-------- Data for this task

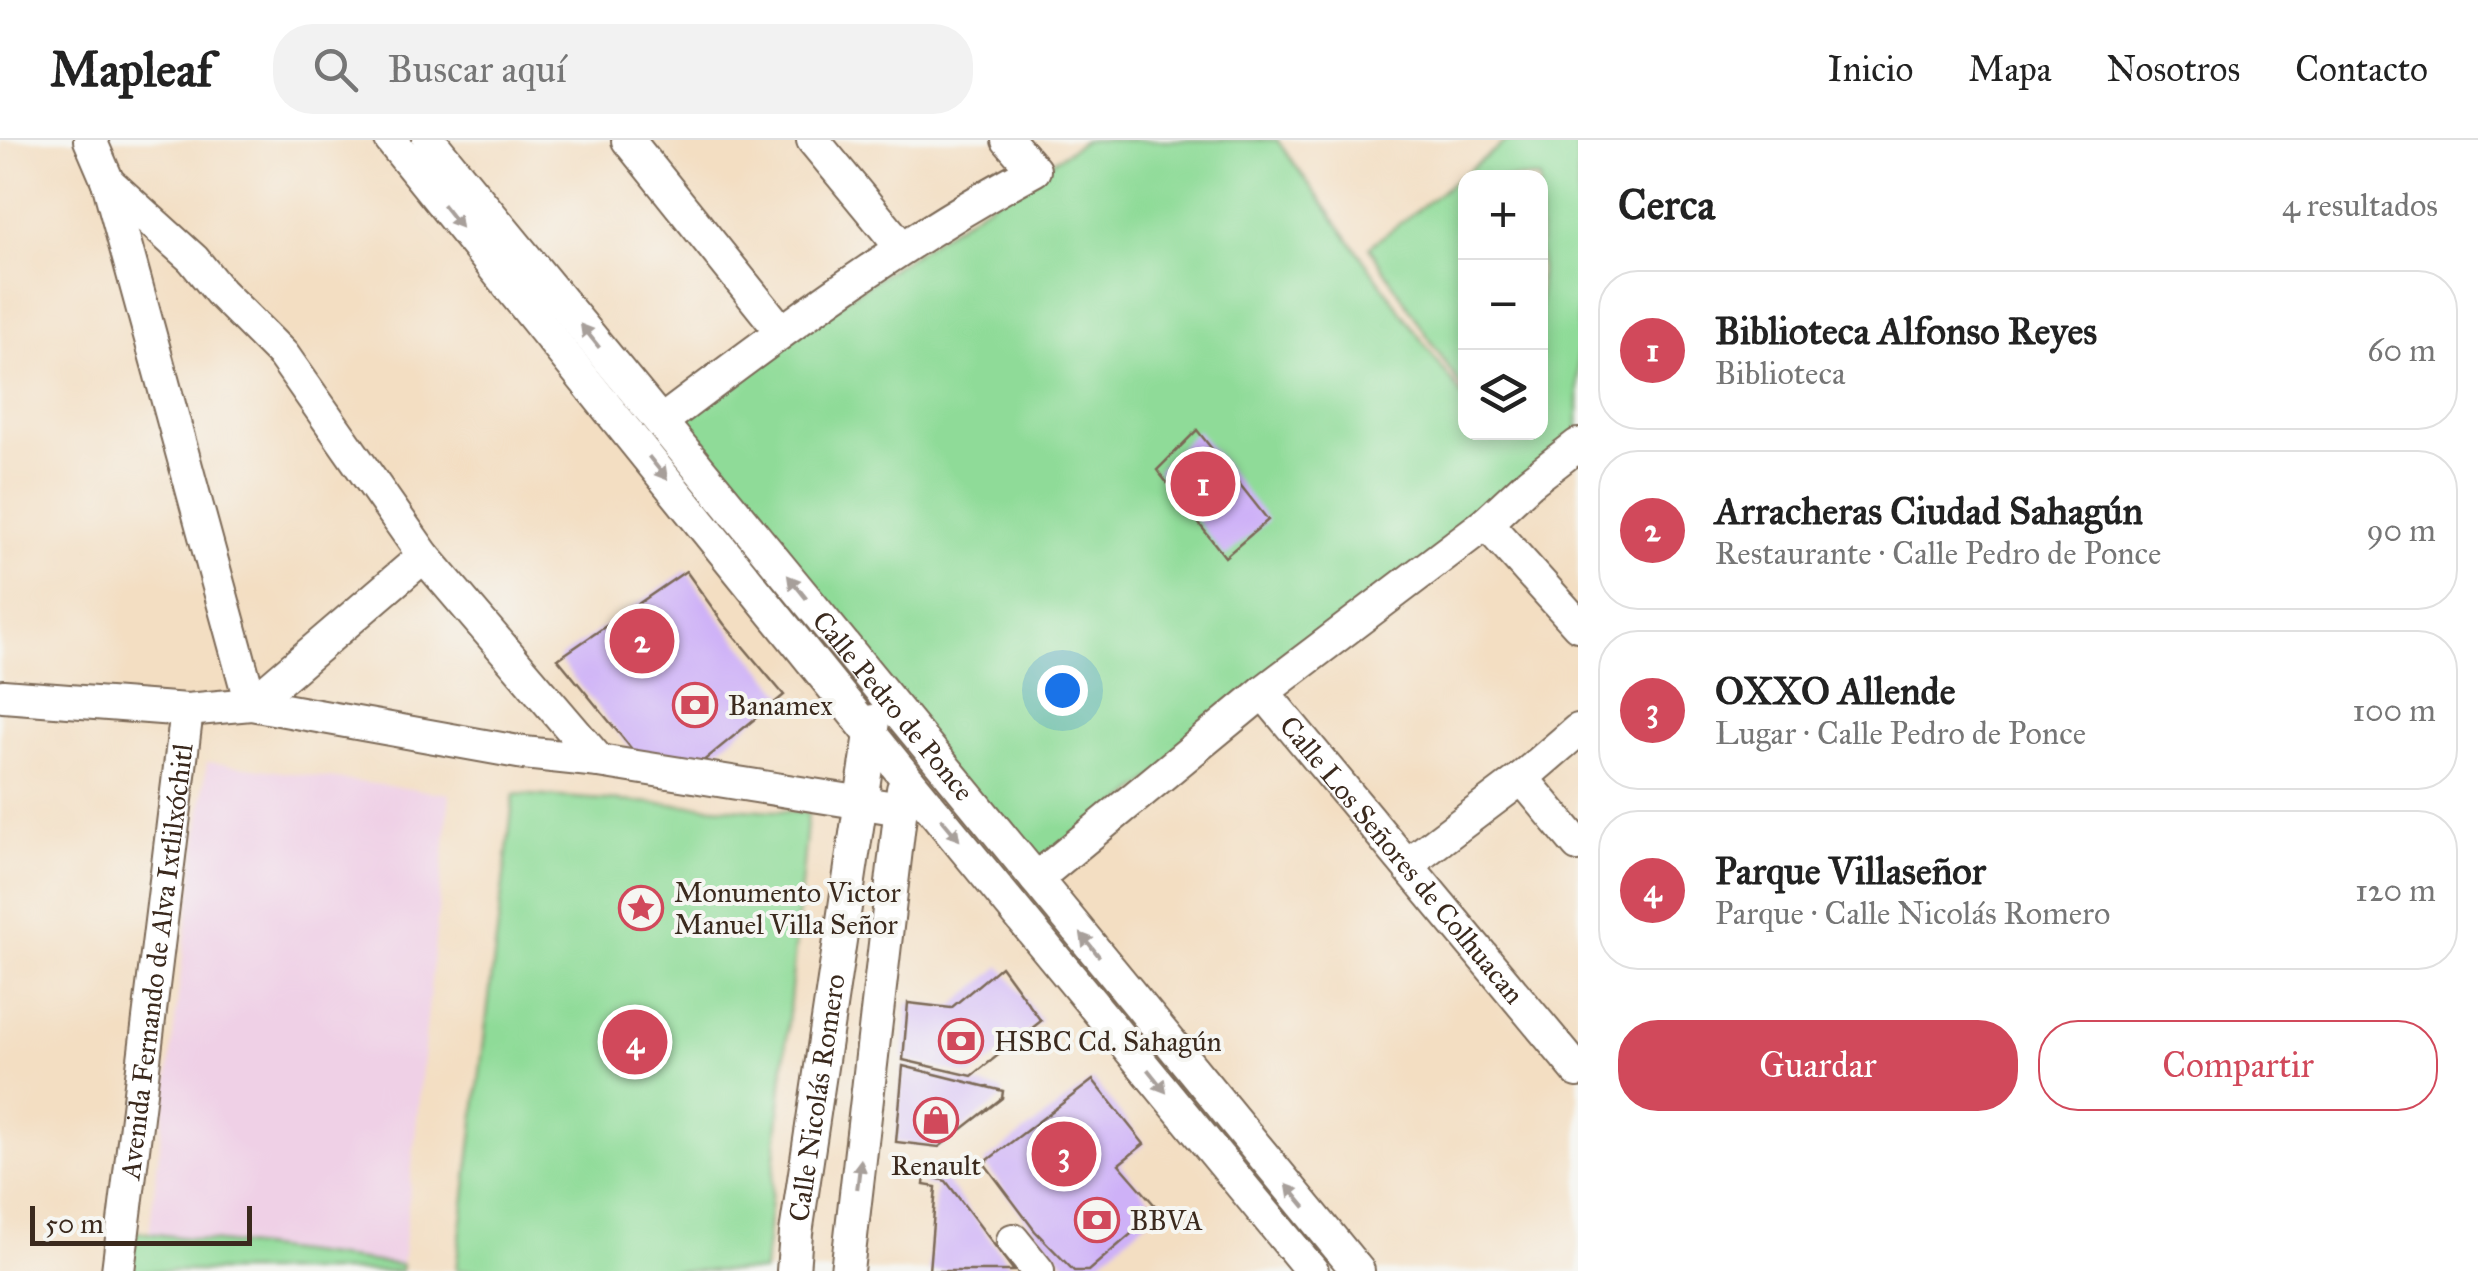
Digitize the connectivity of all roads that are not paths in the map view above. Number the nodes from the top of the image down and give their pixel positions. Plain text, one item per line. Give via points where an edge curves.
1 (90, 140) edge
2 (391, 140) edge
3 (430, 140) edge
4 (628, 140) edge
5 (813, 140) edge
6 (1008, 140) edge
7 (108, 182) junction
8 (902, 248) junction
9 (781, 331) junction
10 (661, 422) junction
11 (1578, 445) edge
12 (1486, 523) junction
13 (424, 556) junction
14 (1578, 624) edge
15 (878, 687) junction
16 (1263, 692) junction
17 (3, 696) dead end
18 (251, 704) junction
19 (187, 710) junction
20 (912, 728) junction
21 (1578, 730) edge
22 (872, 732) junction
23 (599, 761) junction
24 (904, 775) junction
25 (1522, 778) junction
26 (862, 801) junction
27 (901, 809) junction
28 (1578, 846) edge
29 (1408, 864) junction
30 (1036, 879) junction
31 (1578, 1071) edge
32 (1013, 1240) dead end
33 (118, 1271) edge
34 (793, 1271) edge
35 (848, 1271) edge
36 (1038, 1271) edge
37 (1312, 1271) edge
38 (1358, 1271) edge

1 - 7 street
2 -> 22 street, Calle Pedro de Ponce
10 -> 3 street, Calle Pedro de Ponce
4 - 9 street
5 - 8 street
6 - 8 street via 1034,170
7 - 13 street via 283,355
7 - 18 street
8 - 9 street
9 - 10 street
15 -> 10 street, Calle Pedro de Ponce
11 - 12 street
12 - 14 street
12 - 16 street
13 - 18 street
13 - 23 street
15 - 20 street, Calle Pedro de Ponce
15 - 22 street, Calle Nicolás Romero
16 - 29 street, Calle Los Señores de Colhuacan
16 - 30 street
17 - 19 street
18 - 19 street
18 - 23 street
19 - 33 street, Avenida Fernando de Alva Ixtlilxóchitl
20 - 24 street, Calle Nicolás Romero
20 - 30 street, Calle Pedro de Ponce
21 - 25 street
22 - 24 street, Calle Pedro de Ponce
22 - 26 street, Calle Nicolás Romero
23 - 26 street
24 - 27 street, Calle Nicolás Romero
24 -> 37 street, Calle Pedro de Ponce
25 - 28 street
25 - 29 street
26 - 27 street
26 - 34 street, Calle Nicolás Romero
35 -> 27 street, Calle Nicolás Romero
29 - 31 street, Calle Los Señores de Colhuacan
38 -> 30 street, Calle Pedro de Ponce
32 - 36 street

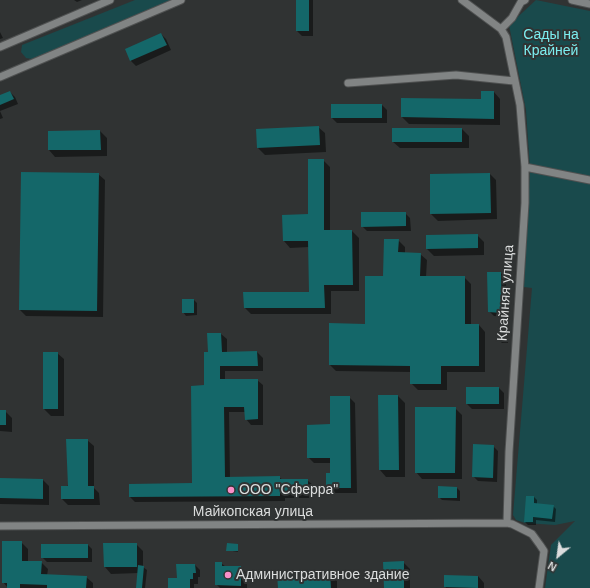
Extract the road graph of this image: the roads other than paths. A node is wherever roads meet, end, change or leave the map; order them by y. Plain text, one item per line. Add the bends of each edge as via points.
1 (110, 0) edge
2 (181, 0) edge
3 (462, 0) edge
4 (525, 0) edge
5 (572, 0) edge
6 (590, 4) edge
7 (501, 29) junction
8 (0, 47) edge
9 (0, 77) edge
10 (514, 81) junction
11 (348, 83) dead end
12 (525, 167) junction
13 (590, 180) edge
14 (507, 523) junction
15 (0, 526) edge
16 (539, 588) edge

1 - 8 street
2 - 9 street
3 - 7 street
4 - 7 street
5 - 6 street
7 - 10 street, Крайняя улица via 506,37
10 - 11 street via 456,75
10 - 12 street, Крайняя улица via 520,104
12 - 13 street
12 - 14 street, Крайняя улица
14 - 15 street, Майкопская улица
14 - 16 street via 532,534 544,552

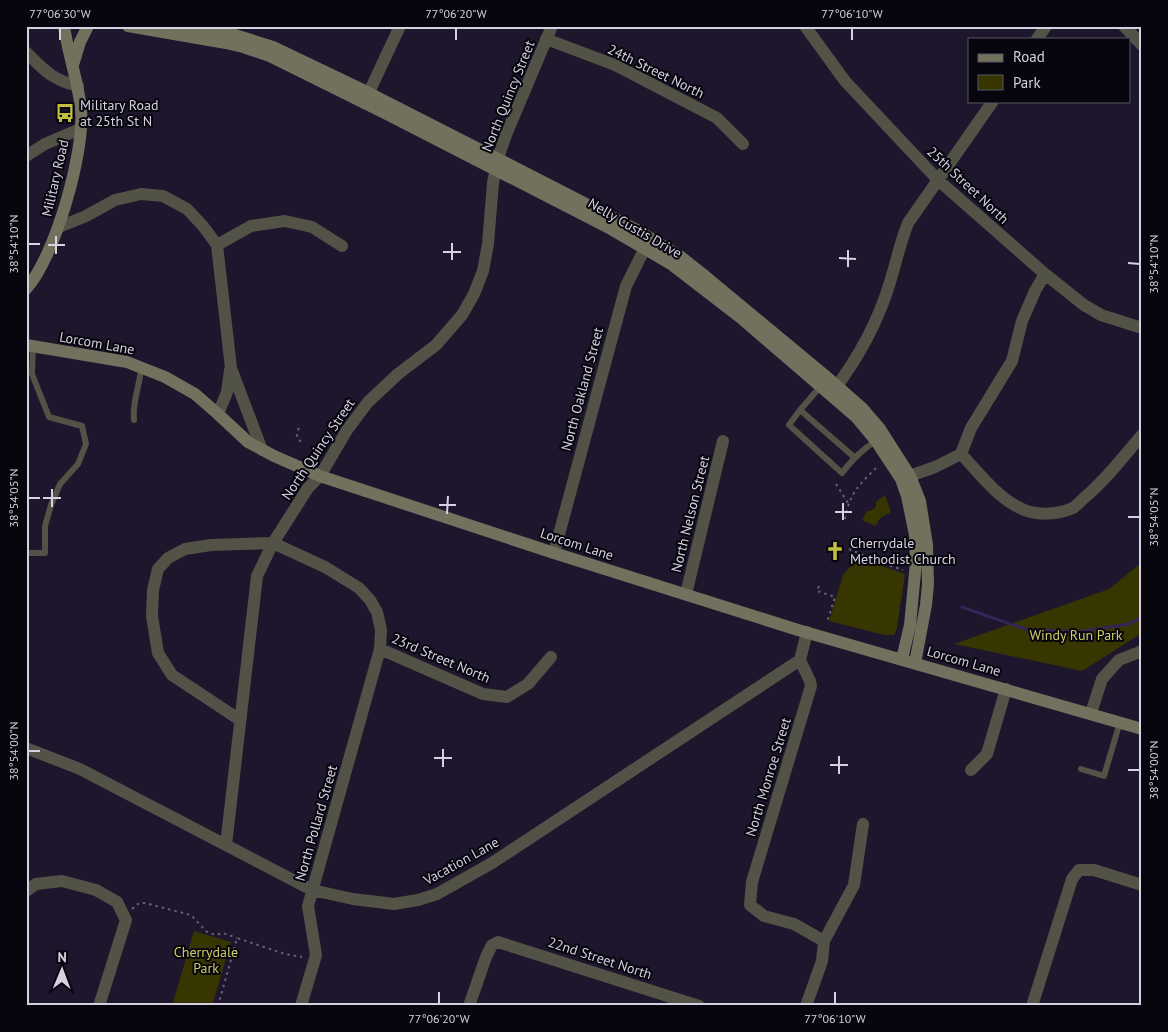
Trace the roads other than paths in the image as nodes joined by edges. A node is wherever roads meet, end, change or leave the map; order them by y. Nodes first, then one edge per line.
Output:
1 (64, 26) edge
2 (88, 26) edge
3 (128, 26) edge
4 (400, 26) edge
5 (552, 26) edge
6 (805, 26) edge
7 (1046, 26) edge
8 (1124, 26) edge
9 (184, 30) edge
10 (1038, 38) edge
11 (546, 39) junction
12 (1142, 45) edge
13 (26, 52) edge
14 (72, 65) junction
15 (78, 86) junction
16 (367, 98) junction
17 (992, 102) edge
18 (80, 129) junction
19 (743, 144) dead end
20 (26, 156) edge
21 (497, 164) junction
22 (938, 180) junction
23 (59, 228) junction
24 (648, 243) junction
25 (217, 245) junction
26 (342, 246) dead end
27 (1045, 274) junction
28 (26, 289) edge
29 (1142, 328) edge
30 (29, 346) edge
31 (142, 366) junction
32 (231, 368) junction
33 (829, 386) junction
34 (800, 410) junction
35 (218, 414) junction
36 (134, 420) dead end
37 (1142, 435) edge
38 (723, 440) dead end
39 (876, 441) junction
40 (262, 450) junction
41 (960, 454) junction
42 (854, 457) junction
43 (320, 476) junction
44 (905, 478) junction
45 (273, 543) junction
46 (26, 553) edge
47 (554, 553) junction
48 (686, 594) junction
49 (807, 632) junction
50 (380, 649) junction
51 (1142, 651) edge
52 (551, 657) dead end
53 (902, 659) junction
54 (800, 660) junction
55 (915, 663) junction
56 (1006, 689) junction
57 (1091, 713) junction
58 (240, 720) junction
59 (1120, 722) junction
60 (1142, 729) edge
61 (26, 748) edge
62 (1080, 769) dead end
63 (970, 770) dead end
64 (864, 824) dead end
65 (226, 845) junction
66 (1142, 885) edge
67 (312, 890) junction
68 (26, 891) edge
69 (824, 941) junction
70 (99, 1006) edge
71 (301, 1006) edge
72 (470, 1006) edge
73 (700, 1006) edge
74 (806, 1006) edge
75 (1032, 1006) edge

1 - 14 street, Military Road
2 - 14 street
3 - 9 street, Nelly Custis Drive
4 - 16 street
5 - 11 street, North Quincy Street
6 - 22 street, 25th Street North
7 - 10 street
8 - 12 street
9 - 16 street, Nelly Custis Drive
11 - 19 street, 24th Street North
11 - 21 street, North Quincy Street
13 - 15 street
14 - 15 street, Military Road
15 - 18 street, Military Road
16 - 21 street, Nelly Custis Drive
17 - 22 street
18 - 20 street
18 - 23 street, Military Road
21 - 24 street, Nelly Custis Drive
21 - 43 street, North Quincy Street
22 - 27 street, 25th Street North
22 - 33 street
23 - 25 street
23 - 28 street, Military Road
24 - 33 street, Nelly Custis Drive
24 - 47 street, North Oakland Street
25 - 26 street
25 - 32 street
27 - 29 street, 25th Street North
27 - 41 street
30 - 31 street, Lorcom Lane
30 - 46 lane
31 - 35 street, Lorcom Lane
31 - 36 lane
32 - 35 street
32 - 40 street
33 - 34 lane
33 - 39 street, Nelly Custis Drive
33 - 44 street, Nelly Custis Drive
34 - 42 lane
34 - 42 lane
35 - 40 street, Lorcom Lane
37 - 41 street
38 - 48 street, North Nelson Street
39 - 42 lane
39 - 44 street, Nelly Custis Drive
40 - 43 street, Lorcom Lane
41 - 44 street
43 - 45 street, North Quincy Street
43 - 47 street, Lorcom Lane
44 - 53 street, Nelly Custis Drive
44 - 55 street, Nelly Custis Drive
45 - 50 street, 23rd Street North
45 - 58 street, North Quincy Street
45 - 58 street, 23rd Street North
47 - 48 street, Lorcom Lane
48 - 49 street, Lorcom Lane
49 - 53 street, Lorcom Lane
49 - 54 street
50 - 52 street, 23rd Street North
50 - 67 street, North Pollard Street
51 - 57 street
53 - 55 street, Lorcom Lane
54 - 67 street, Vacation Lane
54 - 69 street, North Monroe Street
55 - 56 street, Lorcom Lane
56 - 57 street, Lorcom Lane
56 - 63 street
57 - 59 street, Lorcom Lane
58 - 65 street, North Quincy Street
59 - 60 street, Lorcom Lane
59 - 62 lane
61 - 65 street, Vacation Lane
64 - 69 street
65 - 67 street, Vacation Lane
66 - 75 street
67 - 71 street, North Pollard Street
68 - 70 street
69 - 74 street
72 - 73 street, 22nd Street North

----------------

Activity: Here the job is to copy the stretch of records from the line containing "Extract the road" through the line containing "Trace the roads", word for word. Leave every picture out.

Answer to the exercise:
Extract the road graph of this image: the roads other than paths. A node is wherever roads meet, end, change or leave the map; order them by y. Plain text, one item per line. Add the bends of each edge as via points.
1 (110, 0) edge
2 (181, 0) edge
3 (462, 0) edge
4 (525, 0) edge
5 (572, 0) edge
6 (590, 4) edge
7 (501, 29) junction
8 (0, 47) edge
9 (0, 77) edge
10 (514, 81) junction
11 (348, 83) dead end
12 (525, 167) junction
13 (590, 180) edge
14 (507, 523) junction
15 (0, 526) edge
16 (539, 588) edge

1 - 8 street
2 - 9 street
3 - 7 street
4 - 7 street
5 - 6 street
7 - 10 street, Крайняя улица via 506,37
10 - 11 street via 456,75
10 - 12 street, Крайняя улица via 520,104
12 - 13 street
12 - 14 street, Крайняя улица
14 - 15 street, Майкопская улица
14 - 16 street via 532,534 544,552

Trace the roads other than paths in the image as nodes joined by edges. A node is wherever roads meet, end, change or leave the map; order them by y. Nodes first, then one edge per line.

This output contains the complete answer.